* _WHAT NEEDS TO BE DONE_: With the images removed, transcribe the listing that follows exactly.
--- DATA IN THIS EXERCISE Enclosed Below ---
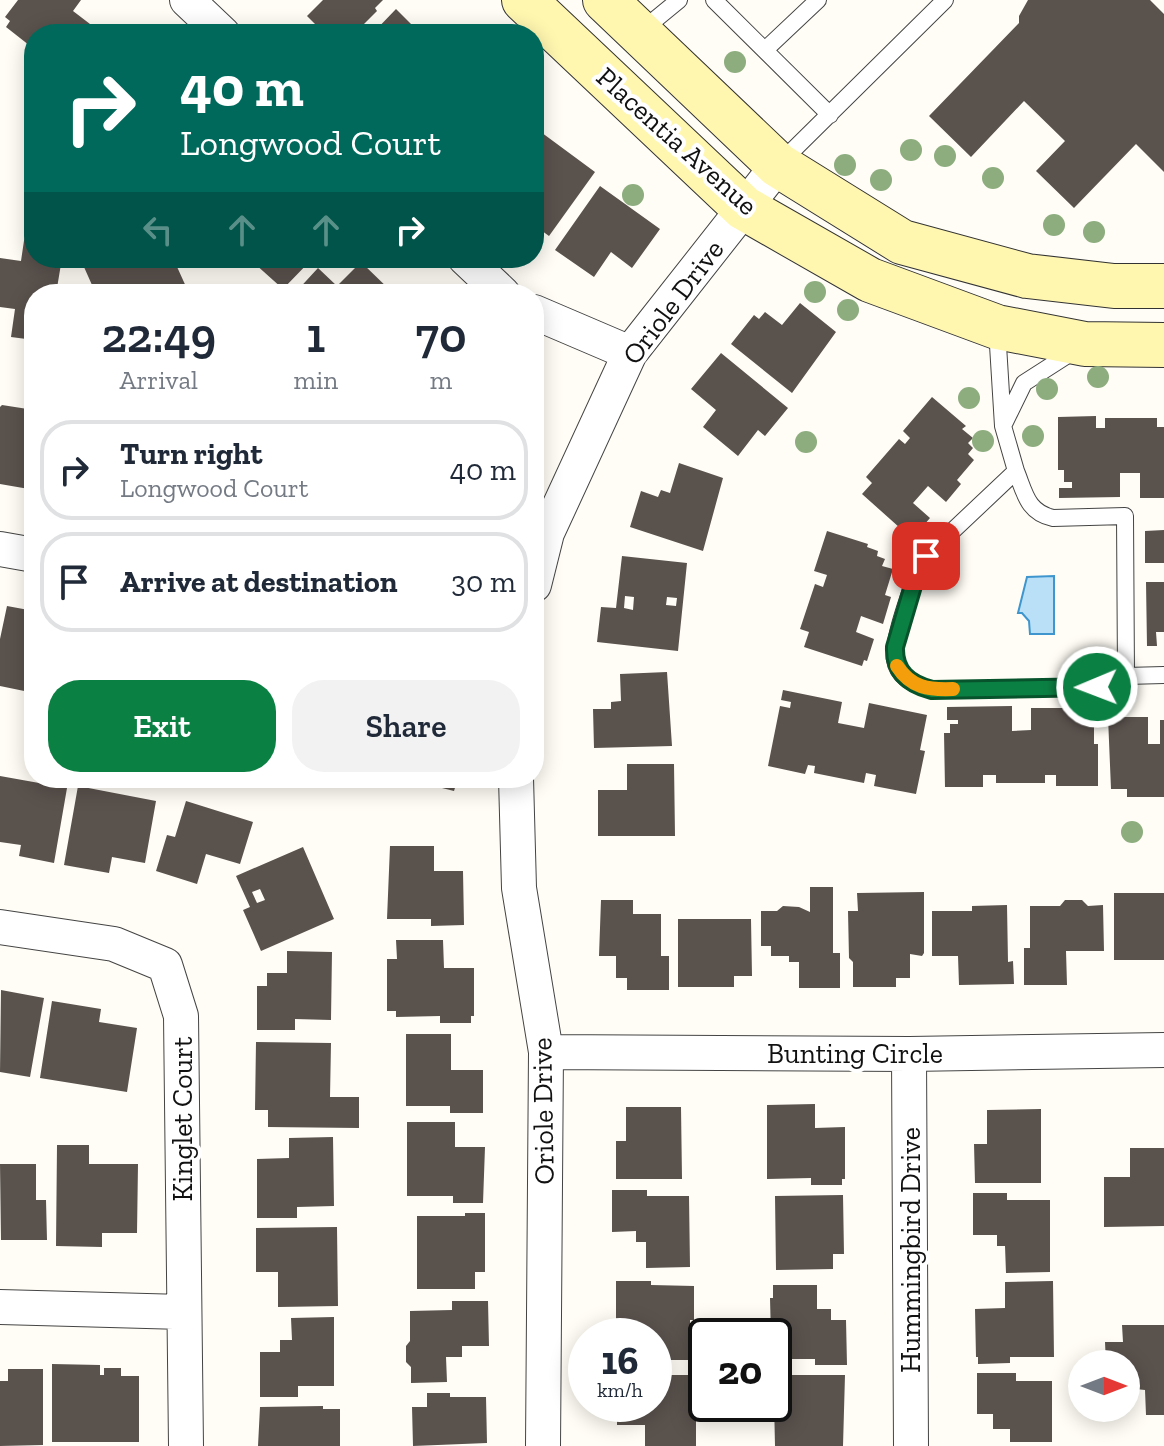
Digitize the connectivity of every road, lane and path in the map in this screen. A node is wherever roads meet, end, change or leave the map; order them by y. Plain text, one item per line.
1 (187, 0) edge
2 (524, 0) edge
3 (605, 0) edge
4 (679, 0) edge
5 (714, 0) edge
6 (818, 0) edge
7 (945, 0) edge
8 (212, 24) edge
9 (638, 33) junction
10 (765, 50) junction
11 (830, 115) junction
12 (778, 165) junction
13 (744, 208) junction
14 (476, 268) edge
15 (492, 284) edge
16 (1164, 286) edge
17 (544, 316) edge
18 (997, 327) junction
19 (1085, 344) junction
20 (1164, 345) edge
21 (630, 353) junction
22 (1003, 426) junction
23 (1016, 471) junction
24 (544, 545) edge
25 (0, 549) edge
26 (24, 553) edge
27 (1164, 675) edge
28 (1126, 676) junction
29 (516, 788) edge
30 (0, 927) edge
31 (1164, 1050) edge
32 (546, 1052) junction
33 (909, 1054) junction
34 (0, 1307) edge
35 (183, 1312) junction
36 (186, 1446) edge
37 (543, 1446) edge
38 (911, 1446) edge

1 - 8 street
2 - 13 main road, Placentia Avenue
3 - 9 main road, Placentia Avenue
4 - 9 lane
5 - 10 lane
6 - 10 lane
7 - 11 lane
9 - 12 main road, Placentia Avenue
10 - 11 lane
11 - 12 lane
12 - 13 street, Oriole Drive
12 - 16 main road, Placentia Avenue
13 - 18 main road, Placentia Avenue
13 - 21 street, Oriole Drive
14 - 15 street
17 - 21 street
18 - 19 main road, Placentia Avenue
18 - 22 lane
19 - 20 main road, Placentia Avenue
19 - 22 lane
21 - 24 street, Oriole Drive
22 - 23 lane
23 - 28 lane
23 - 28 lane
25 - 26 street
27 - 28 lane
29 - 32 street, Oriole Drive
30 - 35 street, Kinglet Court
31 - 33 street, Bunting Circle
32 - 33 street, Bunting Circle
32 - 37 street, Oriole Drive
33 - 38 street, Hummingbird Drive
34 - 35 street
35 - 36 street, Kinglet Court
--- End of Enclosed DATA IN THIS EXERCISE ---
* _RESPONSE AREA_:
Digitize the connectivity of every road, lane and path in the map in this screen. A node is wherever roads meet, end, change or leave the map; order them by y. Plain text, one item per line.
1 (187, 0) edge
2 (524, 0) edge
3 (605, 0) edge
4 (679, 0) edge
5 (714, 0) edge
6 (818, 0) edge
7 (945, 0) edge
8 (212, 24) edge
9 (638, 33) junction
10 (765, 50) junction
11 (830, 115) junction
12 (778, 165) junction
13 (744, 208) junction
14 (476, 268) edge
15 (492, 284) edge
16 (1164, 286) edge
17 (544, 316) edge
18 (997, 327) junction
19 (1085, 344) junction
20 (1164, 345) edge
21 (630, 353) junction
22 (1003, 426) junction
23 (1016, 471) junction
24 (544, 545) edge
25 (0, 549) edge
26 (24, 553) edge
27 (1164, 675) edge
28 (1126, 676) junction
29 (516, 788) edge
30 (0, 927) edge
31 (1164, 1050) edge
32 (546, 1052) junction
33 (909, 1054) junction
34 (0, 1307) edge
35 (183, 1312) junction
36 (186, 1446) edge
37 (543, 1446) edge
38 (911, 1446) edge

1 - 8 street
2 - 13 main road, Placentia Avenue
3 - 9 main road, Placentia Avenue
4 - 9 lane
5 - 10 lane
6 - 10 lane
7 - 11 lane
9 - 12 main road, Placentia Avenue
10 - 11 lane
11 - 12 lane
12 - 13 street, Oriole Drive
12 - 16 main road, Placentia Avenue
13 - 18 main road, Placentia Avenue
13 - 21 street, Oriole Drive
14 - 15 street
17 - 21 street
18 - 19 main road, Placentia Avenue
18 - 22 lane
19 - 20 main road, Placentia Avenue
19 - 22 lane
21 - 24 street, Oriole Drive
22 - 23 lane
23 - 28 lane
23 - 28 lane
25 - 26 street
27 - 28 lane
29 - 32 street, Oriole Drive
30 - 35 street, Kinglet Court
31 - 33 street, Bunting Circle
32 - 33 street, Bunting Circle
32 - 37 street, Oriole Drive
33 - 38 street, Hummingbird Drive
34 - 35 street
35 - 36 street, Kinglet Court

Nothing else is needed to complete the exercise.